“Can Nonexperimental Comparison Group Methods Match the Findings from a Random Assignment Evaluation of Mandatory Welfare-To-Work Programs? MDRC Working Papers on Research Methodology”, 2002 (; backlinks; similar):
A study explored which nonexperimental comparison group methods provide the most accurate estimates of the impacts of mandatory welfare-to-work programs and whether the best methods work well enough to substitute for random assignment experiments.
Findings were compared for nonexperimental comparison groups and statistical adjustment procedures with those for experimental control groups from a large-sample, 6-state random assignment experiment—the National Evaluation of Welfare-to-Work Strategies. The methods were assessed in terms of their ability to estimate program impacts on annual earnings during short-run and medium-run follow-up periods.

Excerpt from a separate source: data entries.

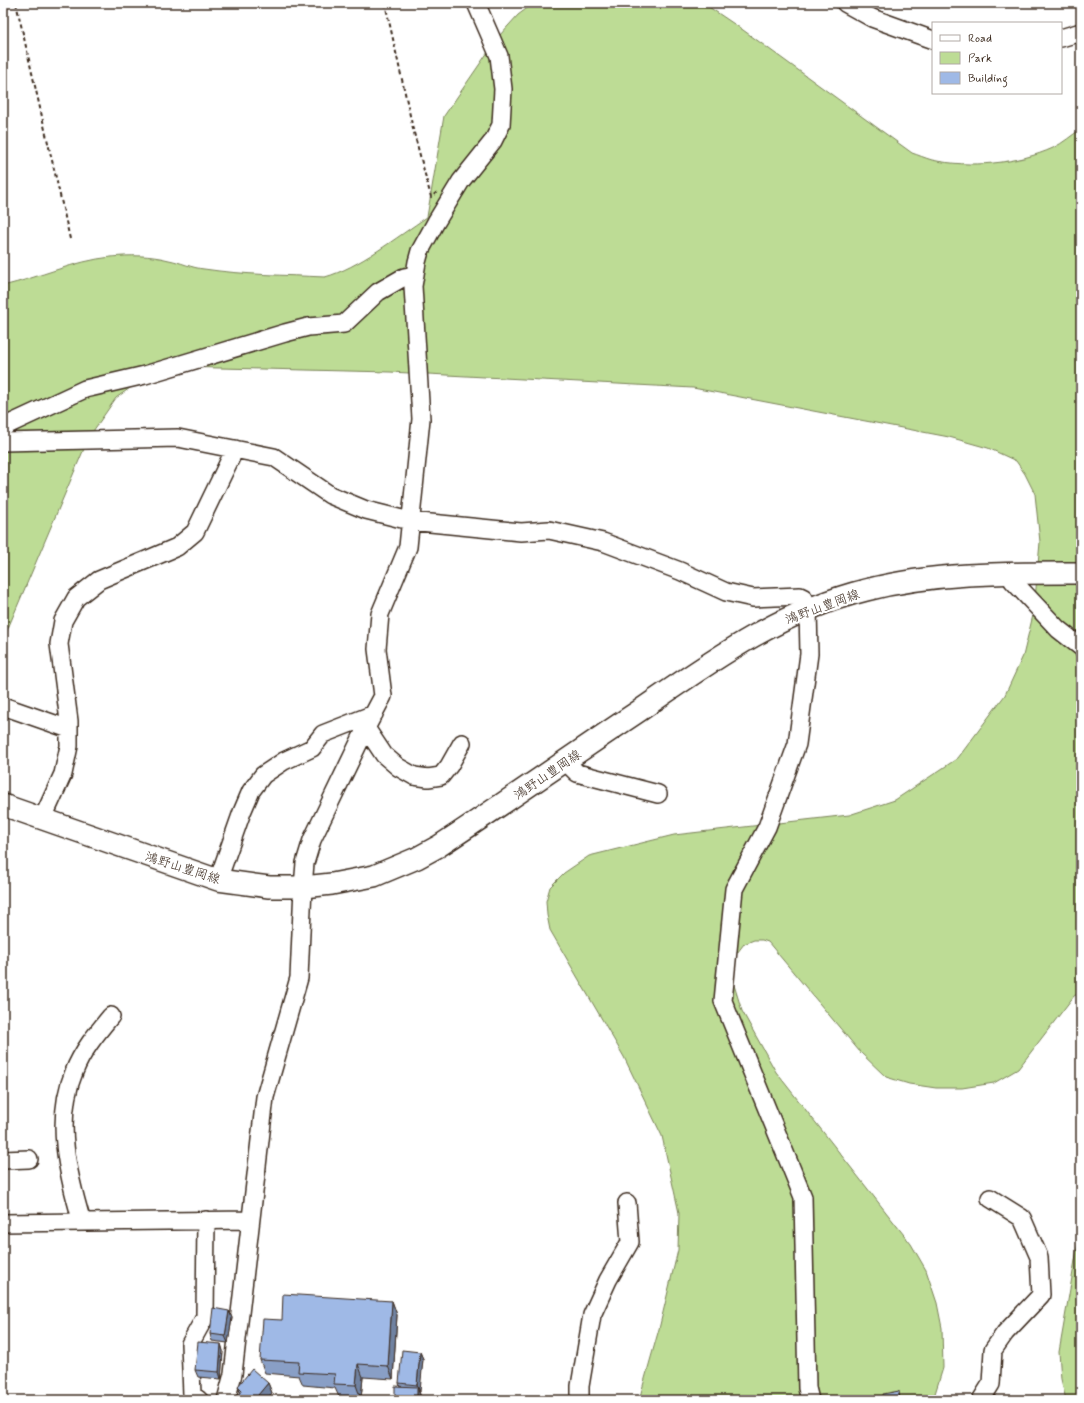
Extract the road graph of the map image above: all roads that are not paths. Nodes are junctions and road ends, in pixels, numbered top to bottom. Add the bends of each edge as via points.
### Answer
1 (476, 3) edge
2 (845, 3) edge
3 (1081, 32) edge
4 (1062, 38) edge
5 (932, 40) edge
6 (415, 274) junction
7 (3, 427) edge
8 (3, 442) edge
9 (235, 449) junction
10 (410, 521) junction
11 (1009, 572) junction
12 (1081, 573) edge
13 (808, 609) junction
14 (1081, 647) edge
15 (3, 706) edge
16 (370, 721) junction
17 (69, 729) junction
18 (462, 743) dead end
19 (564, 761) junction
20 (658, 794) dead end
21 (5, 810) edge
22 (42, 818) junction
23 (218, 880) junction
24 (302, 888) junction
25 (111, 1016) dead end
26 (3, 1160) edge
27 (29, 1160) dead end
28 (990, 1198) dead end
29 (628, 1202) dead end
30 (206, 1220) junction
31 (250, 1220) junction
32 (82, 1222) junction
33 (3, 1223) edge
34 (199, 1400) edge
35 (226, 1400) edge
36 (580, 1400) edge
37 (810, 1400) edge
38 (981, 1400) edge

1 - 6 street via 499,56 503,89 501,125 493,141 462,181 436,222 420,252
2 - 5 street via 872,18
3 - 4 street
6 - 7 street via 404,277 378,292 344,324 308,327 145,375 85,389
6 - 10 street via 415,324 421,419
8 - 9 street via 178,438
9 - 10 street via 274,456 330,494 366,510
9 - 17 street via 195,532 176,547 99,580 76,598 63,621 59,644
10 - 13 street via 521,532 549,530 604,542 726,592 753,598 800,596 804,598
10 - 16 street via 408,547 380,614 377,649 383,696
11 - 12 main road, 鴻野山豊岡線
11 - 13 main road, 鴻野山豊岡線 via 955,575 903,582 834,599
11 - 14 street via 1013,581 1058,629
13 - 19 main road, 鴻野山豊岡線 via 758,632
13 - 37 street via 809,654 797,744 767,827 734,889 722,1001 803,1197 807,1388
15 - 17 street
16 - 18 street via 384,755 414,776 440,776
16 - 23 street via 323,734 312,748 284,761 263,776 242,812
16 - 24 street via 312,840
17 - 22 street via 69,746 63,774
19 - 20 street via 577,773
19 - 24 main road, 鴻野山豊岡線 via 452,838 417,858 374,876
21 - 22 main road, 鴻野山豊岡線
22 - 23 main road, 鴻野山豊岡線
23 - 24 main road, 鴻野山豊岡線 via 269,887
24 - 31 street via 299,978 265,1096
25 - 32 street via 88,1046 74,1071 64,1114 70,1182
26 - 27 street
28 - 38 street via 1022,1218 1039,1258 1041,1295 1005,1333 993,1350 991,1384
29 - 36 street via 630,1242 592,1315
30 - 31 street
30 - 32 street
30 - 34 street via 205,1317 190,1344 192,1395
31 - 35 street via 233,1374
32 - 33 street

Findings with respect to the first issue suggested in-state comparison groups perform somewhat better than out-of-state or multi-state, especially for medium-run impact estimates; a simple difference of means or ordinary least squares regression can perform as well or better than more complex methods when used with a local comparison group; impact estimates for out-of-state or multi-state comparison groups are not improved substantially by more complex estimation procedures but are improved somewhat when propensity score methods are used to eliminate comparison groups that are not balanced on their baseline characteristics.
Findings with respect to the second issue indicated the best methods did not work well enough to replace random assignment.Statistical analyses are appended.